Die Trying

What happens if we achieve eternal life?


If what transhumanism proposes were somehow possible, if the Singularity was proven and real and not just a theory that can’t be verified, if we could cure aging and death and copy our minds to computers and make machine bodies and live forever — would doing so be ethically right? Who would those enhancements really benefit?

“I wouldn’t say it was wrong, but it’s certainly not fair because only a few could do it,” says Arthur Caplan, a bioethicist and current head of NYU’s Division of Medical Ethics. “So it’s not just.” Caplan is also on the board of the Institute for Ethics and Emerging Technologies. He has written extensively in favor of classifying aging as a disease and says there is no intrinsic ethical objection in attempting to cure it.

Caplan sees transhumanism as more closely tied to fantasy than reality; spending money on developing its technologies would only ever benefit the ultra wealthy who already have so little material concern that they can dedicate endless money and time to conquering death itself. Transhumanism in this way ignores the day-to-day challenges that currently affect huge swathes of the global population.

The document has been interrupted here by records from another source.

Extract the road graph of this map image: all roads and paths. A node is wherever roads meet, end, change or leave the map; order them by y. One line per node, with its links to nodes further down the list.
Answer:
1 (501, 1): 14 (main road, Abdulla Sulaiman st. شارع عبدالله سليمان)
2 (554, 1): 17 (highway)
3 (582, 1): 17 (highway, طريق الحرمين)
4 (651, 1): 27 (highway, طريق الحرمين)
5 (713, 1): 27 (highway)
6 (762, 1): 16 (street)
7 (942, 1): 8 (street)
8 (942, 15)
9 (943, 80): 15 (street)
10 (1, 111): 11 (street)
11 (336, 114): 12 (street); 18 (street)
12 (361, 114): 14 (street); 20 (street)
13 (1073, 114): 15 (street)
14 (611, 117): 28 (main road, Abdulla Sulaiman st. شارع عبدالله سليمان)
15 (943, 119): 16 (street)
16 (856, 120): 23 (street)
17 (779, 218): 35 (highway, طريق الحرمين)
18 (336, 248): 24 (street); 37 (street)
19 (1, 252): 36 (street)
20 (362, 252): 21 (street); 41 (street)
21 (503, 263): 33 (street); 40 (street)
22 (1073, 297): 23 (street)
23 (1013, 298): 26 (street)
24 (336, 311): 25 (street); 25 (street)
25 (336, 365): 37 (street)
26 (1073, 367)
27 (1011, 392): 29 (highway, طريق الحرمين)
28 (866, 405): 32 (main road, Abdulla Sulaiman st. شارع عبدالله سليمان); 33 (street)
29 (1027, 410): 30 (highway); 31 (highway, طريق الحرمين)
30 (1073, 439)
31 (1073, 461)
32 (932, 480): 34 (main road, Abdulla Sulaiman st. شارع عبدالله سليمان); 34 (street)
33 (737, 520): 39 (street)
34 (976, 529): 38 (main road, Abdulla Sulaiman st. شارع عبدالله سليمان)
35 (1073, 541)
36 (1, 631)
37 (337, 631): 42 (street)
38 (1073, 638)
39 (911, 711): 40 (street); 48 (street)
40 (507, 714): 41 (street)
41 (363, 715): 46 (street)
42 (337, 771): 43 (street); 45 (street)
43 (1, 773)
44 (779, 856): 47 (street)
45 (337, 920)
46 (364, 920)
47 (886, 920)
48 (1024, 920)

“Almost every human being who has ever lived is dead. Solving this problem is the most natural, humane, and important thing we could possibly do.” Peter Thiel

“We have a society with a gigantic income disparity and huge lifestyle disparities. So, saying you’re going to ignore the middle class or the poor is what the rich, many of whom are interested in transhumanism, already do every day,” Caplan says. “Focusing on these transhumanist goals at a time when 60 percent of the world’s population can’t live an expected lifespan right now is a problem.”

Bobby Kasthuri had said something similar: “Mind uploading, cryonics, they wouldn’t save the human race. They would save a bunch of rich people who want to live until the future. And every dollar they sink into this idea now is a dollar they don’t spend on a truly useful, practical, helpful idea for the present.”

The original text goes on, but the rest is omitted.